Ice hockey;2098743 said:


> For a (previously) truck blade? Seems way high.


Well Meyer (for example) sets theirs at 3200 psi but what do I know.

Good Luck


----------



## Randall Ave (Oct 29, 2014)

I'v installed them. Only need one if correct part. Held on with two bolts. Easy install.


----------



## basher (Nov 13, 2004)

Randall Ave;2099068 said:


> I'v installed them. Only need one if correct part. Held on with two bolts. Easy install.


----------



## jomama45 (Dec 25, 2008)

I learned the hard way, put a cross over relief valve in right away. Here's a link to the one I use. I just let it at the factory set position, and it works ideal there for me, whick I think is around 2000 psi.

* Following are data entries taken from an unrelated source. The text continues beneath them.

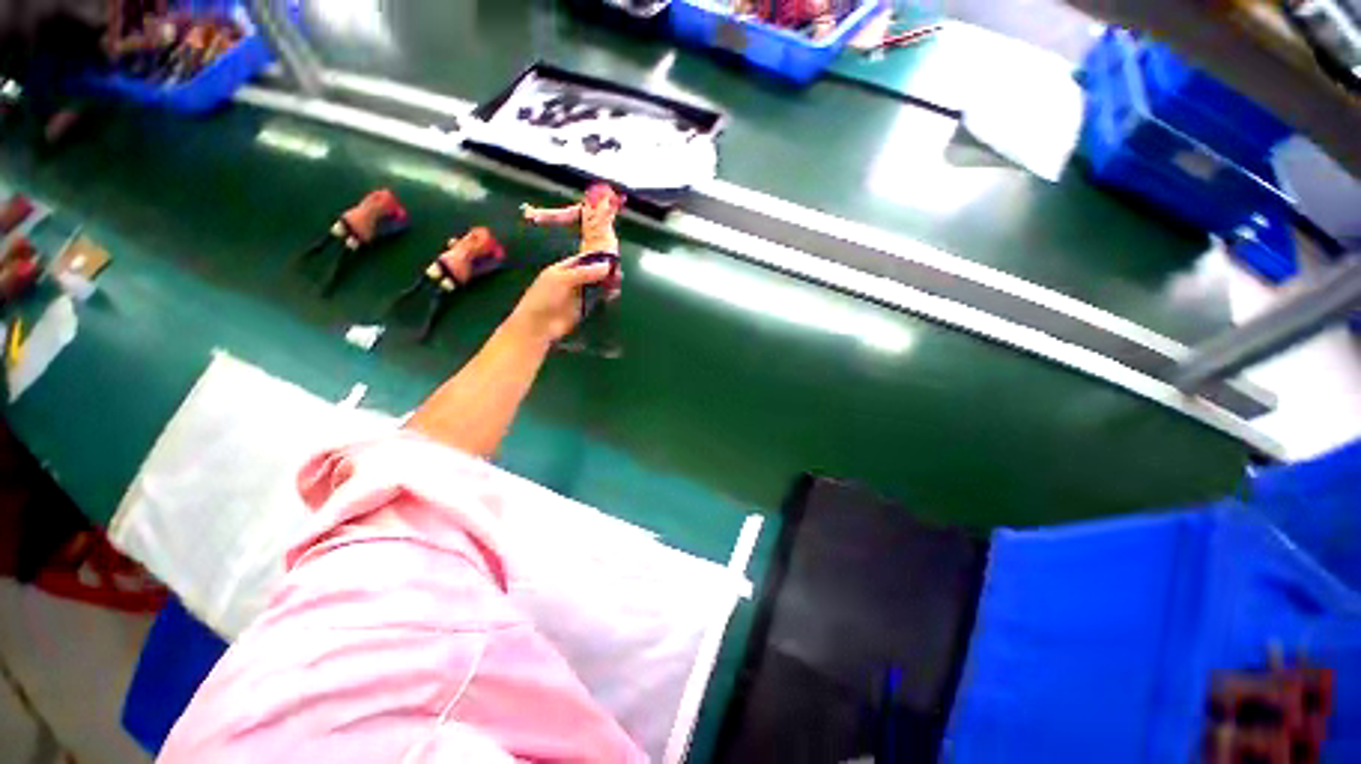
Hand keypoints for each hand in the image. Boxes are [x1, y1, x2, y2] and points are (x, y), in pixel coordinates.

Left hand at [506, 254, 616, 343]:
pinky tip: (615, 295)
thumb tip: (606, 266)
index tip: (613, 257)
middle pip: (592, 273)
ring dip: (606, 284)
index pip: (583, 259)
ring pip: (596, 286)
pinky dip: (605, 297)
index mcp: (563, 269)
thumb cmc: (544, 298)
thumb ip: (584, 273)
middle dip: (604, 271)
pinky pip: (597, 300)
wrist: (539, 326)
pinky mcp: (584, 308)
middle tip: (621, 271)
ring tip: (621, 282)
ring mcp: (578, 295)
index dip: (597, 257)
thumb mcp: (562, 280)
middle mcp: (572, 280)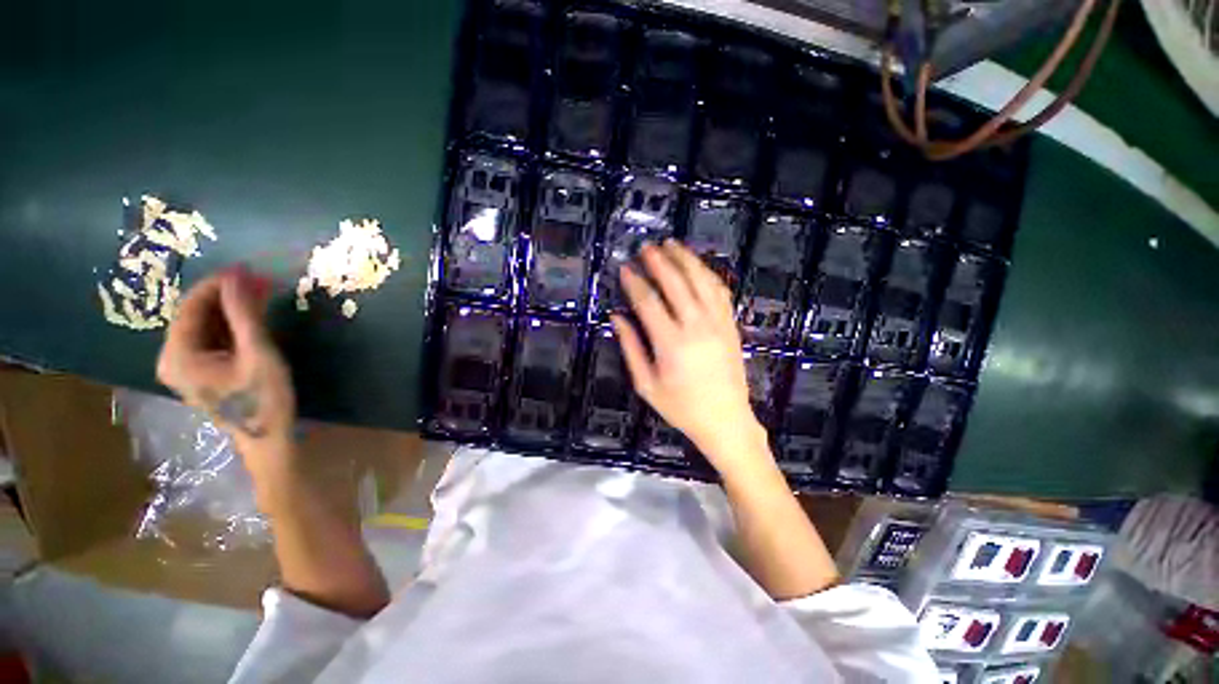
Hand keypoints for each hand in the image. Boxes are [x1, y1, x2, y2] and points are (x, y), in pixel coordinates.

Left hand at [156, 266, 297, 490]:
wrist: (267, 438)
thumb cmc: (262, 399)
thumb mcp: (258, 355)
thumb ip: (245, 315)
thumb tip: (239, 276)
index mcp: (178, 356)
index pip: (190, 307)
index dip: (217, 284)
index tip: (246, 269)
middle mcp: (172, 358)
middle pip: (195, 315)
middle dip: (226, 296)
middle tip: (259, 281)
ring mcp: (184, 366)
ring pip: (204, 325)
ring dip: (231, 308)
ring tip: (260, 294)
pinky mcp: (199, 371)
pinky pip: (211, 337)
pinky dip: (231, 324)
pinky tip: (252, 316)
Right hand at [612, 240, 770, 475]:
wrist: (725, 419)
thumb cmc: (681, 407)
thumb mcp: (646, 384)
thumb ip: (631, 348)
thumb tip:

http://www.grainger.com/product/4HL...8277!&ef_id=Vp5eAgAABVUAwlsC:20160121142741:s


----------



## Badlandsexc (Dec 26, 2015)

Try surplus center. You only need 1/2" ports. I got mine from them, american made and was $70


----------



## Ice hockey (Jul 1, 2015)

jomama45;2099915 said:


> I learned the hard way, put a cross over relief valve in right away. Here's a link to the one I use. I just let it at the factory set position, and it works ideal there for me, whick I think is around 2000 psi.
> 
> http://www.grainger.com/product/4HL...8277!&ef_id=Vp5eAgAABVUAwlsC:20160121142741:s
> 
> View attachment 149790


What brand is your blade/cylinders?


----------



## Ice hockey (Jul 1, 2015)

basher;2099056 said:


> Well Meyer (for example) sets theirs at 3200 psi but what do I know.
> 
> Good Luck


I don't know what you know. You tell me what you know.


----------



## jomama45 (Dec 25, 2008)

Ice hockey;2100375 said:


> What brand is your blade/cylinders?


The blade is built by me, the a-frame and quadrant are heavily modified Western, and the rams are 1.5" x 10" Western..............


----------



## leolkfrm (Mar 11, 2010)

there is a thread on here somewhere about using reg blades on bobcats and the hyd setups


----------



## basher (Nov 13, 2004)

jomama45;2100782 said:


> and the rams are 1.5" x 10" Western..............


normally operating at about 450 PSI in their Western OEM system


----------



## basher (Nov 13, 2004)

Ice hockey;2100383 said:


> I don't know what you know. You tell me what you know.


I won't live long enough


----------